#### [What to work on]
Only the lines from the first line of the entries through the line with "ring tip: (146, 194)" belong in the answer, each restated word for word and without pictures.

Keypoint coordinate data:
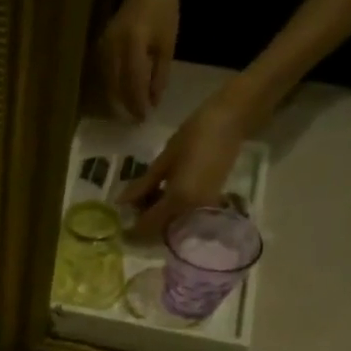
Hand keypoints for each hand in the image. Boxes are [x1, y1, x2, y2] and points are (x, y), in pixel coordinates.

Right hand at [98, 0, 179, 121]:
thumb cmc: (165, 7)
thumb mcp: (167, 44)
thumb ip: (159, 75)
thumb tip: (152, 103)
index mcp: (133, 44)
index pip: (132, 84)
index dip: (138, 104)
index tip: (144, 119)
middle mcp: (113, 47)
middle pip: (117, 87)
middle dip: (126, 105)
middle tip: (136, 121)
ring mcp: (104, 46)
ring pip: (108, 83)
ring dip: (119, 99)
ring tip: (129, 111)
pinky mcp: (100, 46)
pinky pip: (106, 74)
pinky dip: (114, 87)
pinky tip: (122, 95)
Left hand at [125, 86, 273, 235]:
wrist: (232, 120)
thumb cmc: (195, 134)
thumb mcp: (164, 160)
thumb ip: (143, 185)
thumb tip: (121, 203)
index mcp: (178, 200)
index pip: (148, 225)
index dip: (131, 228)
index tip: (119, 223)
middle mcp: (192, 211)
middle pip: (160, 229)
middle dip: (144, 221)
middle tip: (132, 204)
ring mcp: (204, 209)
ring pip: (172, 224)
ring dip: (157, 216)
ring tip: (146, 194)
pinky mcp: (211, 203)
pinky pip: (184, 216)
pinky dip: (170, 211)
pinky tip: (162, 193)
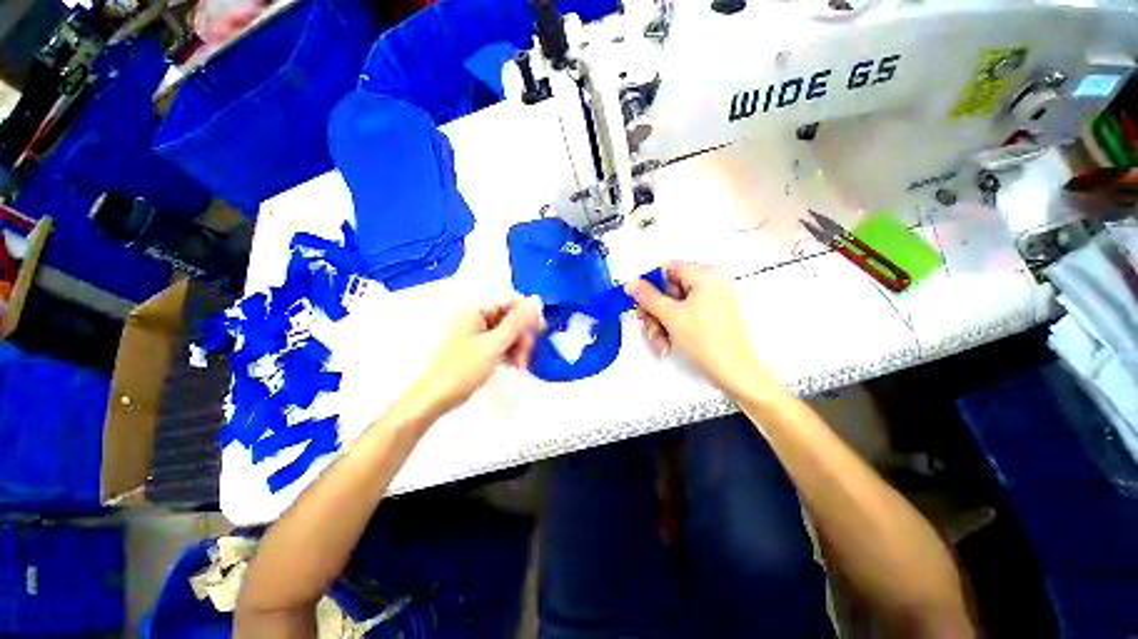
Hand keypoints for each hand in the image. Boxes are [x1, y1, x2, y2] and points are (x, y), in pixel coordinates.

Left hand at [402, 296, 543, 418]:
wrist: (437, 397)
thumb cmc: (463, 369)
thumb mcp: (494, 345)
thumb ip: (516, 322)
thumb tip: (536, 300)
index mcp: (477, 310)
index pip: (510, 300)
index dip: (527, 313)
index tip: (539, 330)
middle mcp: (479, 317)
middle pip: (512, 317)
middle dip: (522, 336)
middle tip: (525, 356)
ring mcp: (480, 332)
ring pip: (510, 332)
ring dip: (519, 346)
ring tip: (519, 365)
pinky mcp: (481, 346)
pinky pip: (503, 342)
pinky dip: (511, 352)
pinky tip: (514, 365)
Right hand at [627, 261, 776, 396]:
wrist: (734, 372)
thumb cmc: (708, 341)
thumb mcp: (671, 316)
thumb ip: (647, 297)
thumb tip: (632, 284)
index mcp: (705, 275)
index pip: (666, 268)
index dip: (649, 284)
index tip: (639, 300)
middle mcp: (710, 283)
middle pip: (668, 289)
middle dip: (654, 310)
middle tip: (648, 324)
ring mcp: (711, 300)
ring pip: (673, 304)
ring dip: (660, 322)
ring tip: (660, 340)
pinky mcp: (710, 315)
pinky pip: (683, 314)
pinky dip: (672, 327)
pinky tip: (668, 342)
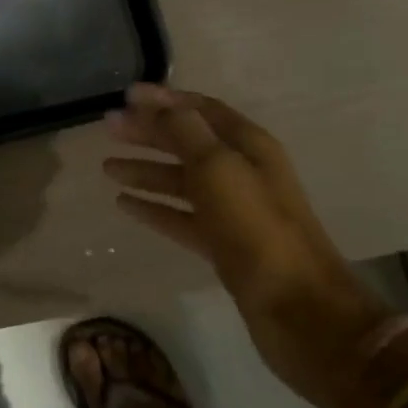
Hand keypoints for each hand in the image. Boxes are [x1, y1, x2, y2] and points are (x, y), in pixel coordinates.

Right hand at [105, 84, 407, 407]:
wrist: (300, 311)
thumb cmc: (257, 228)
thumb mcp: (218, 167)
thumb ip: (184, 131)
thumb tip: (154, 104)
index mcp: (248, 145)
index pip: (201, 109)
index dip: (164, 100)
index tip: (126, 96)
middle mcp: (241, 171)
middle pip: (187, 142)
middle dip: (148, 133)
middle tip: (107, 129)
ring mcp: (233, 211)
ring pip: (181, 180)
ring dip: (146, 171)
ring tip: (107, 168)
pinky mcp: (223, 245)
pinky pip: (181, 217)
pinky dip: (155, 208)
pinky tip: (125, 204)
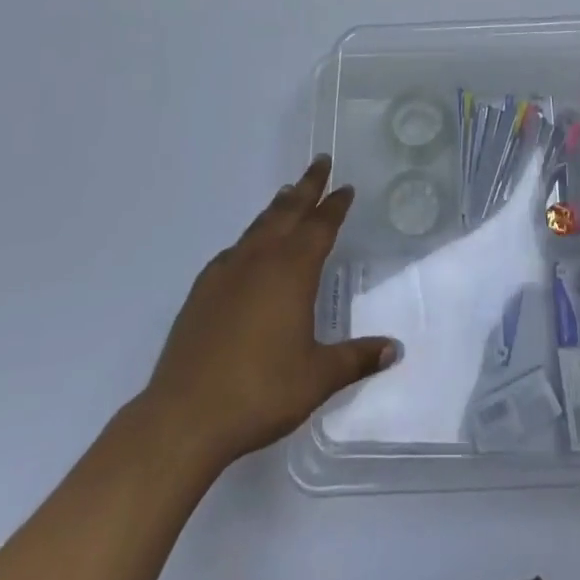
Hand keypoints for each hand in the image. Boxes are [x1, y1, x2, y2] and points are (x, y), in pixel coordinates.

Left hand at [144, 156, 397, 471]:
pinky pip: (234, 250)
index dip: (335, 205)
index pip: (320, 226)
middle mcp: (260, 260)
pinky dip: (249, 238)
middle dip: (307, 186)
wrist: (184, 417)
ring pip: (259, 226)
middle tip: (320, 162)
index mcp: (292, 271)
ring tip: (287, 192)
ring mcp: (226, 272)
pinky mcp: (202, 291)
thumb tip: (395, 349)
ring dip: (277, 207)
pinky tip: (247, 248)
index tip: (345, 187)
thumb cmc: (260, 391)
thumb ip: (356, 358)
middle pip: (288, 211)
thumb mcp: (318, 378)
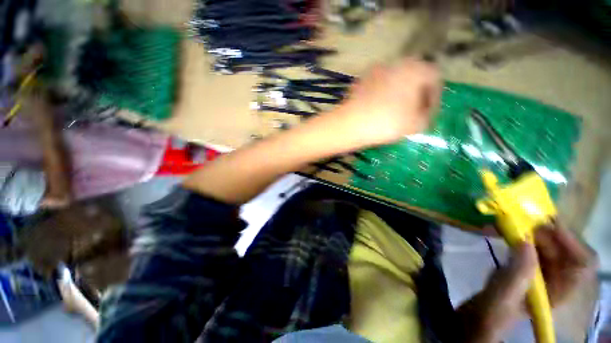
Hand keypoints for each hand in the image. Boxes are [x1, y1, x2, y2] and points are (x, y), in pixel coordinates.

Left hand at [335, 58, 440, 145]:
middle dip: (415, 94)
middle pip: (413, 77)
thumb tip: (422, 113)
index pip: (435, 78)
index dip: (434, 97)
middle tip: (412, 111)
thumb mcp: (416, 124)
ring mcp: (375, 70)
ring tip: (392, 111)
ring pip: (394, 80)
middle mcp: (397, 63)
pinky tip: (375, 109)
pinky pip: (377, 86)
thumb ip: (426, 116)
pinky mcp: (360, 80)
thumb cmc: (387, 122)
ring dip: (397, 94)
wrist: (351, 123)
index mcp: (416, 69)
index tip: (427, 113)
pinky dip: (380, 95)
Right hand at [457, 225, 595, 342]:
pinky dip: (522, 237)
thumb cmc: (492, 312)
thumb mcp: (503, 296)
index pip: (581, 264)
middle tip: (525, 219)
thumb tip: (525, 241)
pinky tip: (506, 232)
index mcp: (558, 292)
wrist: (477, 318)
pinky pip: (531, 249)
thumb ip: (517, 272)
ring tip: (513, 222)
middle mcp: (555, 281)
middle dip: (548, 234)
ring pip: (547, 248)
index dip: (571, 242)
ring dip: (534, 233)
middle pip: (563, 251)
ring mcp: (539, 274)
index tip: (550, 224)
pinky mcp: (525, 269)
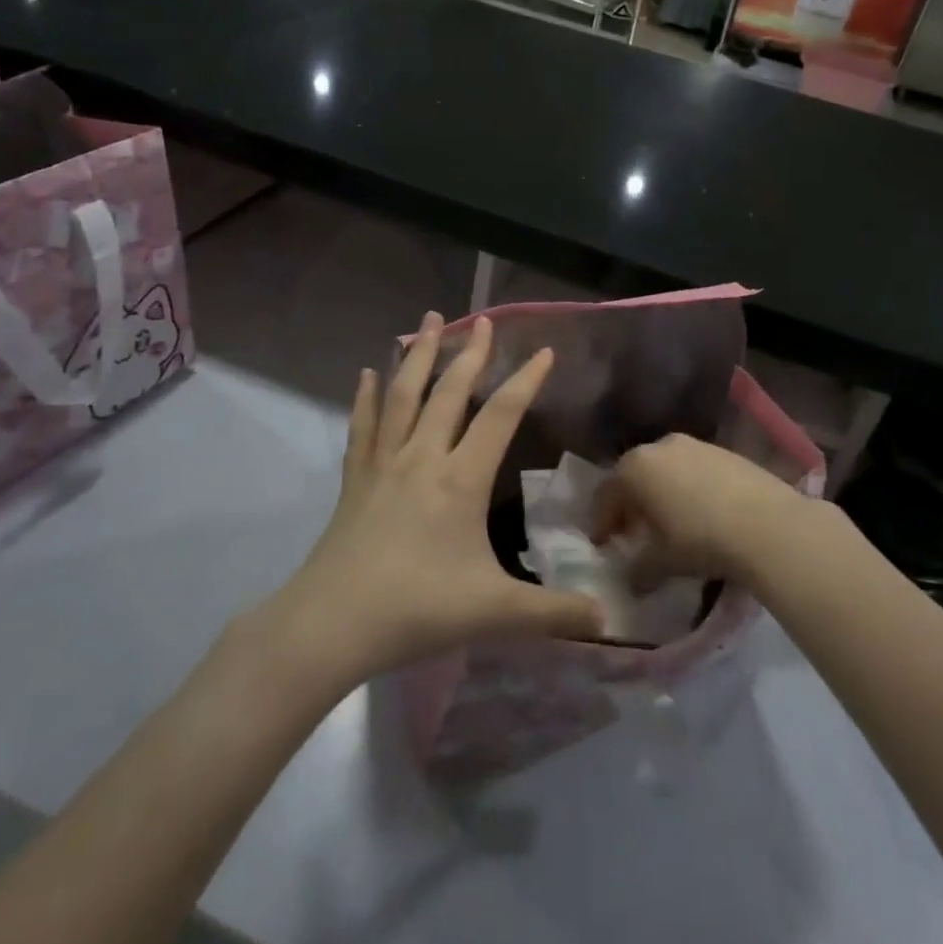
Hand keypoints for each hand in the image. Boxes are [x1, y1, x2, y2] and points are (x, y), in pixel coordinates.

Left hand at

#### [Your response]
Hand keypoints for each hand in the image. Boxes are [x1, y1, x2, y2] and points are (x, y), in pixel coordinates.

Right hand at [98, 0, 179, 121]:
thumb cmc: (165, 7)
thumb mcp: (167, 44)
thumb ip: (159, 75)
thumb tip: (152, 103)
index mcp: (133, 44)
index pip: (132, 84)
index dip: (138, 104)
index tip: (144, 119)
middle mcp: (113, 47)
middle pip: (117, 87)
middle dip: (126, 105)
middle tip: (136, 121)
ring mcp: (104, 46)
ring pip: (108, 83)
ring dip: (119, 99)
ring tip: (129, 111)
pinky mcp: (100, 46)
pinky pip: (106, 74)
pinky dip: (114, 87)
pinky tip: (122, 95)
Left hand at [125, 86, 273, 235]:
wrist: (232, 120)
thumb cmc: (195, 134)
thumb mcp: (164, 160)
thumb ip: (143, 185)
thumb tip: (121, 203)
index mcp: (178, 200)
index pip: (148, 225)
index dip: (131, 228)
index tip: (119, 223)
middle mcp: (192, 211)
middle pip: (160, 229)
middle dip: (144, 221)
middle tip: (132, 204)
ring mcp: (204, 209)
ring pip: (172, 224)
ring dip: (157, 216)
ring tip: (146, 194)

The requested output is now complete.